Victor Hugo Green was a postal worker in Harlem in 1936. Like most Black Americans who could afford an automobile, he had learned that driving across the United States required a knowledge of geography that no ordinary road atlas contained: which towns had gas stations that would sell to Black customers, which restaurants would serve them, which hotels would rent them a room, and — most importantly — which towns to avoid altogether, because they were sundown towns where Black people caught inside municipal limits after dark were liable to be murdered.
In 1936, Green and his wife, Alma Duke Green, published the first edition of The Negro Motorist Green Book, a forty-page pamphlet listing businesses across New York State that would serve Black customers. The project was, at its origin, a local document. Within five years, it had expanded to cover the entire United States. Within ten, it covered Mexico, Bermuda, and parts of the Caribbean and Canada. At its peak, it was published annually in runs of fifteen thousand copies and was available at every Esso (now ExxonMobil) gas station in the country — Esso being one of the only national gasoline chains that did not enforce segregated service.

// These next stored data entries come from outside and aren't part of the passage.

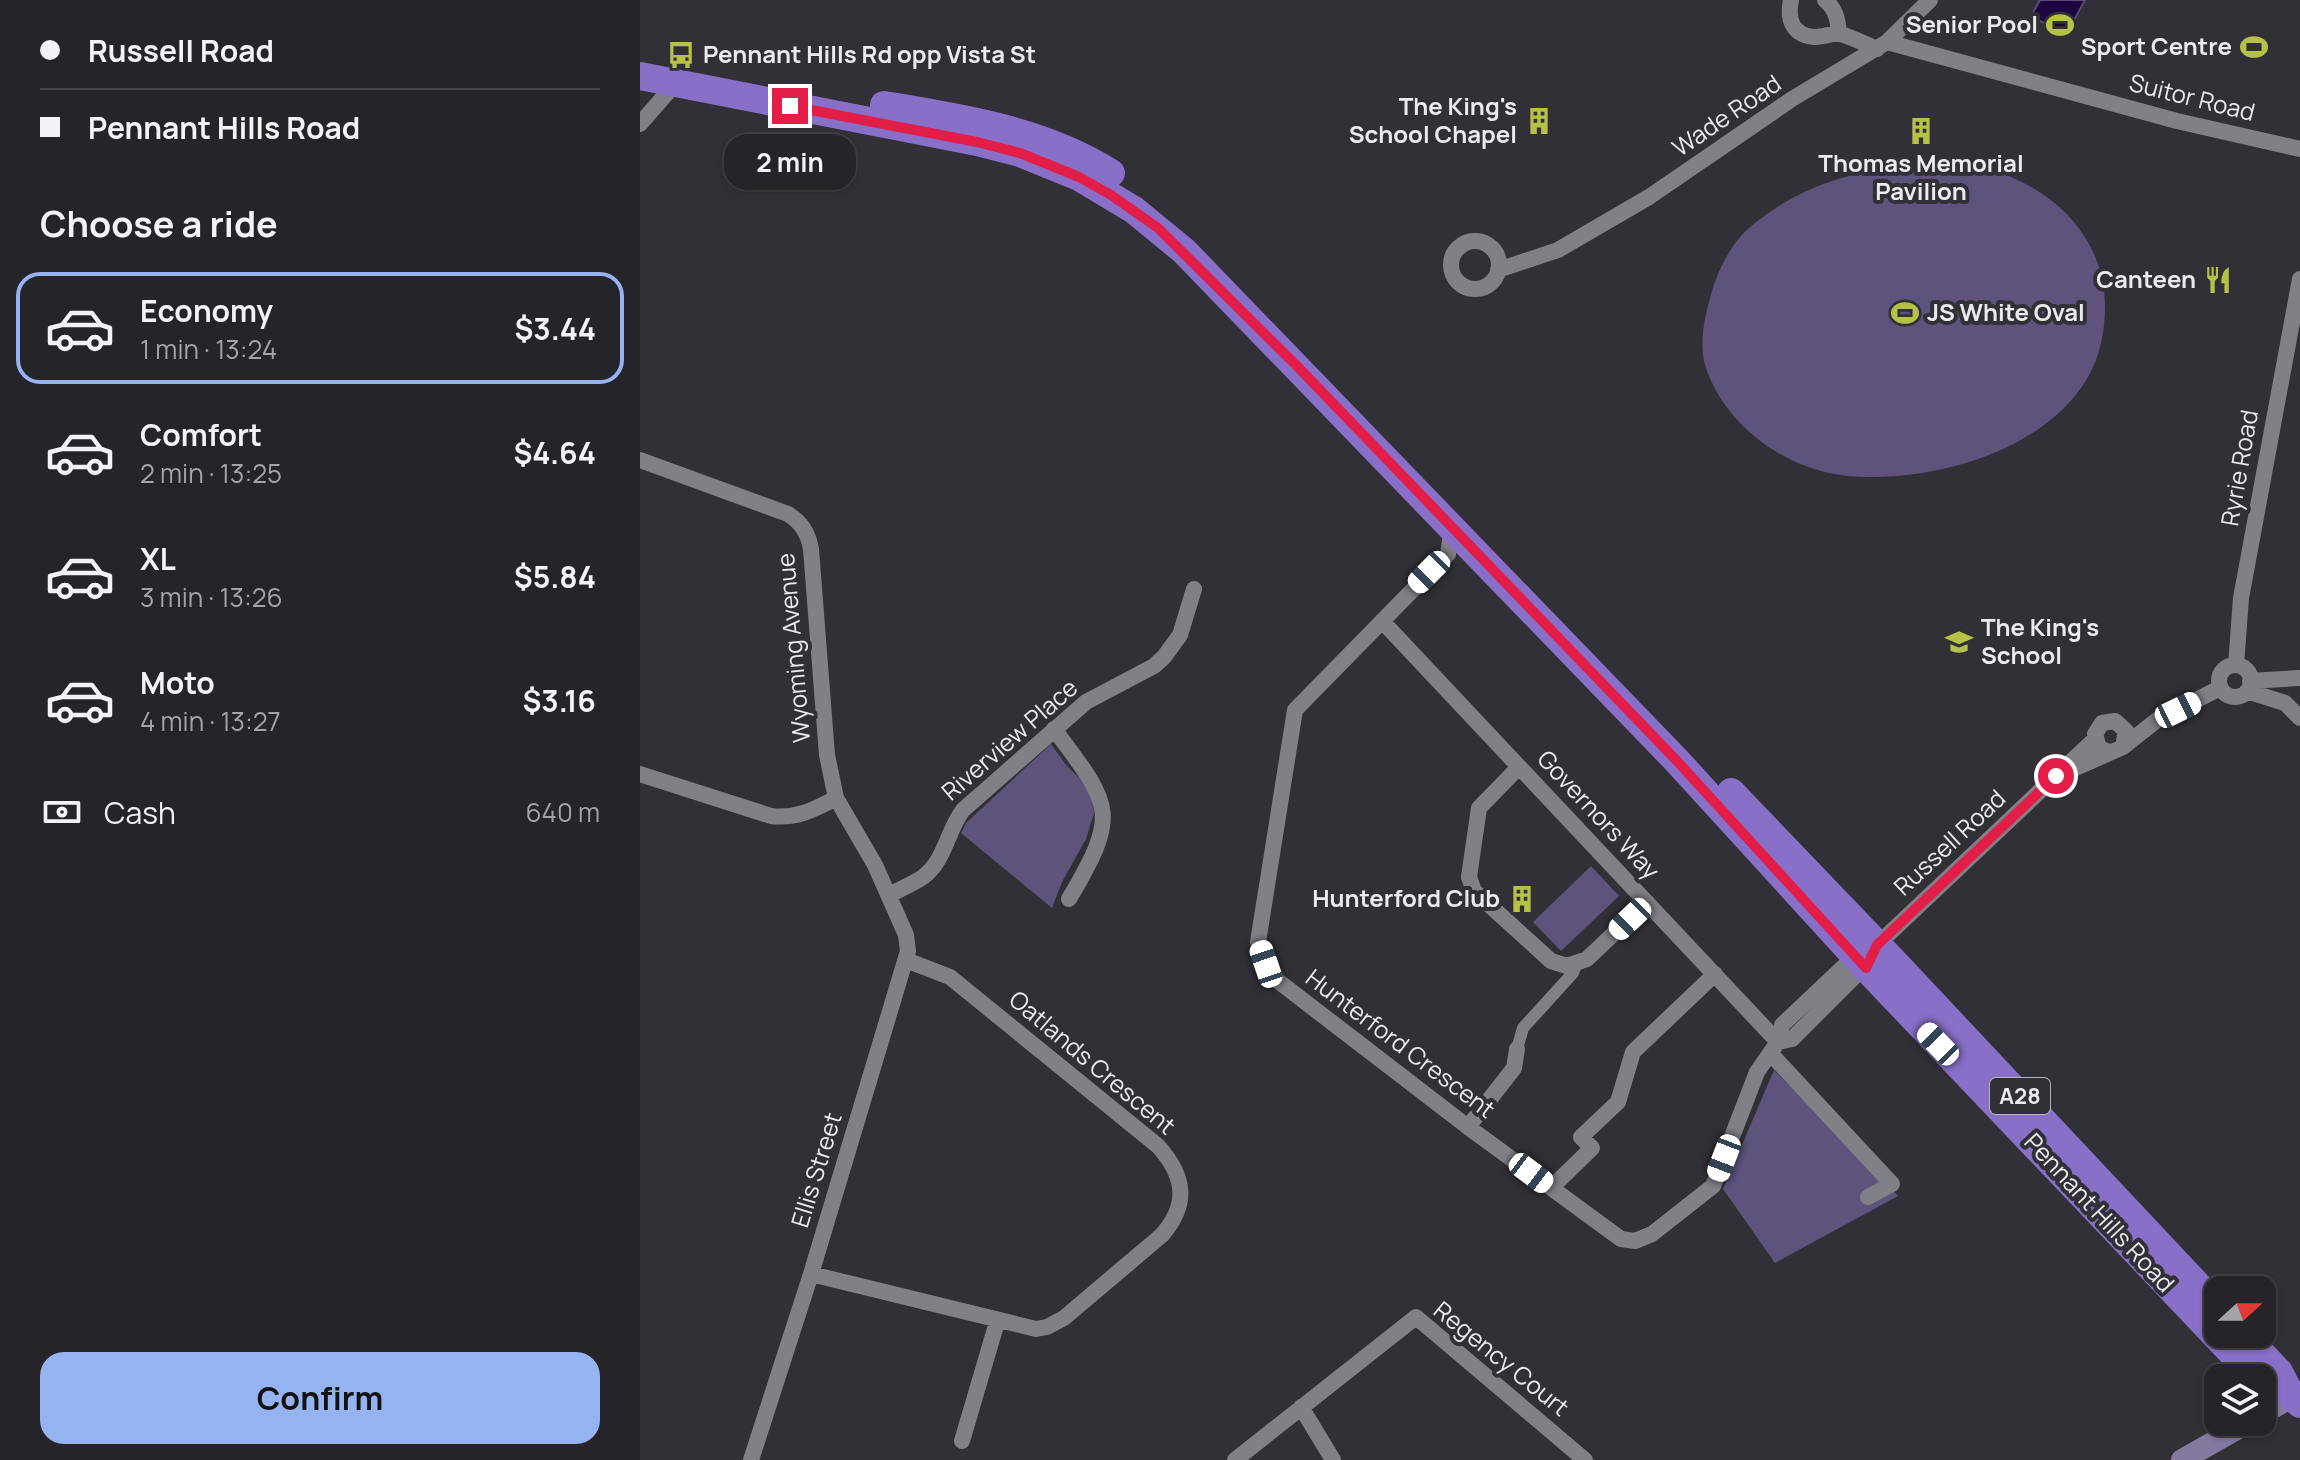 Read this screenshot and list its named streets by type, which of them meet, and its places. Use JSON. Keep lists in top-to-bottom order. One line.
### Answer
{"streets":{"highway":["A28","Pennant Hills Road"],"street":["Suitor Road","Wade Road","Ryrie Road","Wyoming Avenue","Riverview Place","Governors Way","Russell Road","Hunterford Crescent","Oatlands Crescent","Ellis Street","Regency Court"]},"crossings":[["Suitor Road","Wade Road"],["Wyoming Avenue","Riverview Place"],["Wyoming Avenue","Ellis Street"],["Riverview Place","Ellis Street"],["Governors Way","Hunterford Crescent"],["Russell Road","Hunterford Crescent"],["Russell Road","Pennant Hills Road"],["Hunterford Crescent","Pennant Hills Road"],["Oatlands Crescent","Ellis Street"]],"places":{"sports":["Senior Pool","Sport Centre","JS White Oval"],"bus stop":["Pennant Hills Rd opp Vista St"],"building":["The King's School Chapel","Thomas Memorial Pavilion","Hunterford Club"],"restaurant":["Canteen"],"school or university":["The King's School"]},"north":"right","page":{"banner":["Russell Road","Pennant Hills Road"],"bubble":"2 min","heading":"Choose a ride","list":[{"name":"Economy","note":"1 min · 13:24","value":"$3.44"},{"name":"Comfort","note":"2 min · 13:25","value":"$4.64"},{"name":"XL","note":"3 min · 13:26","value":"$5.84"},{"name":"Moto","note":"4 min · 13:27","value":"$3.16"}],"pay":["Cash","640 m"],"buttons":"Confirm"}} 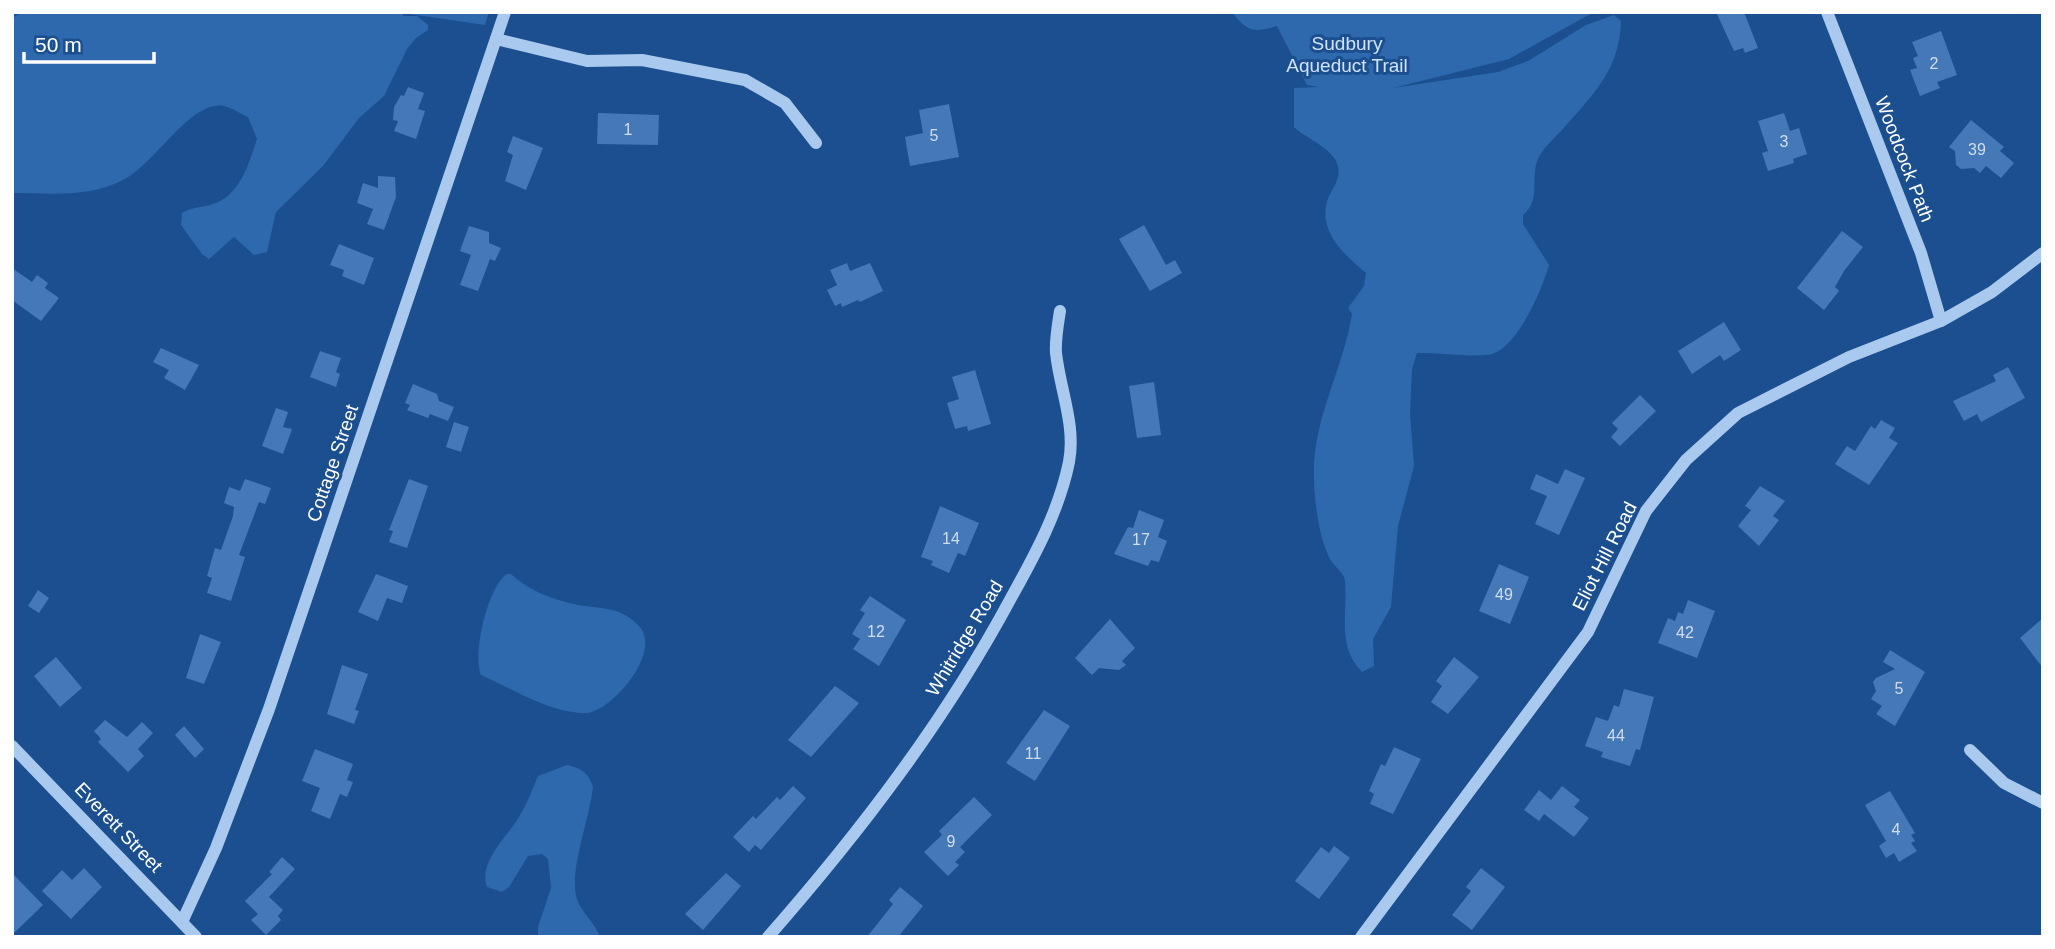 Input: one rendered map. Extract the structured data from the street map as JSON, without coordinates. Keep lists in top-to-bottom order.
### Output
{
  "streets": {
    "street": [
      "Woodcock Path",
      "Cottage Street",
      "Eliot Hill Road",
      "Whitridge Road",
      "Everett Street"
    ]
  },
  "crossings": [
    ["Woodcock Path", "Eliot Hill Road"],
    ["Cottage Street", "Everett Street"]
  ],
  "parks": ["Sudbury Aqueduct Trail"],
  "house_numbers": [
    "2",
    "1",
    "5",
    "3",
    "39",
    "14",
    "17",
    "49",
    "12",
    "42",
    "5",
    "44",
    "11",
    "4",
    "9"
  ],
  "scale_bar": "50 m"
} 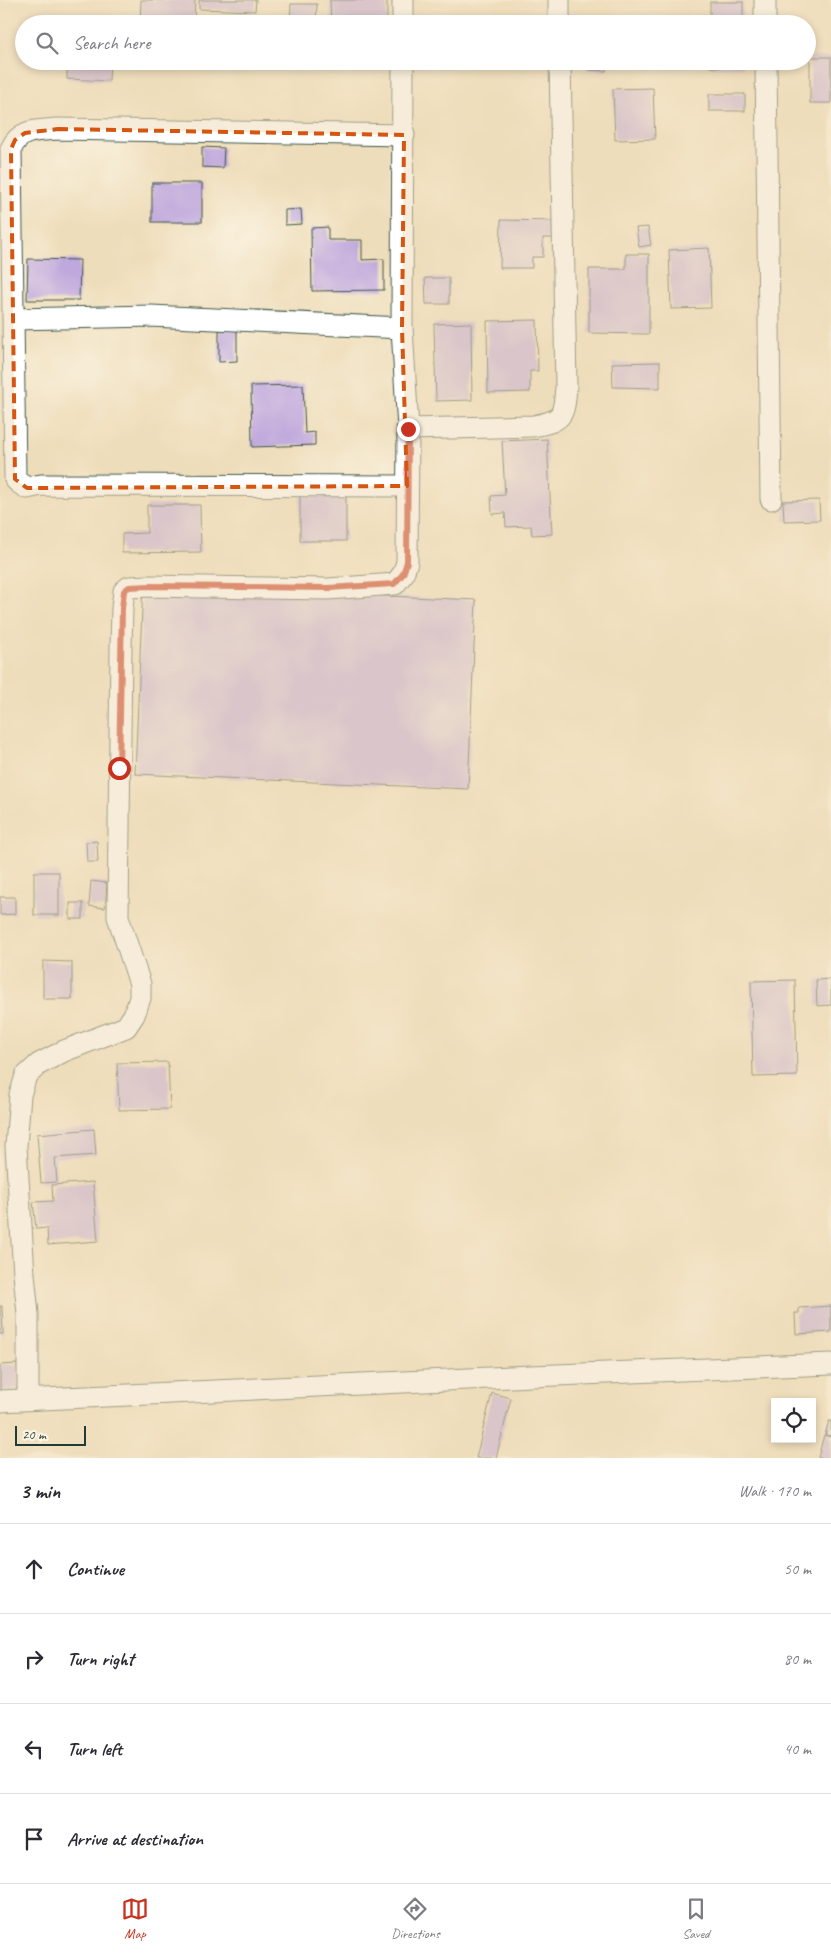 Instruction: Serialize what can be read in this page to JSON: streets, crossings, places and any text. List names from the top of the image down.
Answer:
{
  "scale_bar": "20 m",
  "page": {
    "search": "Search here",
    "scale": "20 m",
    "heading": ["3 min", "Walk · 170 m"],
    "list": [
      ["Continue", "50 m"],
      ["Turn right", "80 m"],
      ["Turn left", "40 m"],
      "Arrive at destination"
    ],
    "nav": ["Map", "Directions", "Saved"]
  }
}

The Green Book's entries were sourced by a network of Black correspondents, travelers, and postal workers whom Green solicited in each edition's editorial front matter. The listings covered hotels, tourist homes (private residences that took in Black travelers), restaurants, service stations, beauty parlors, drugstores, tailors, liquor stores, and nightclubs. Each entry was, implicitly, a promise: you can enter this establishment without being refused, humiliated, or harmed.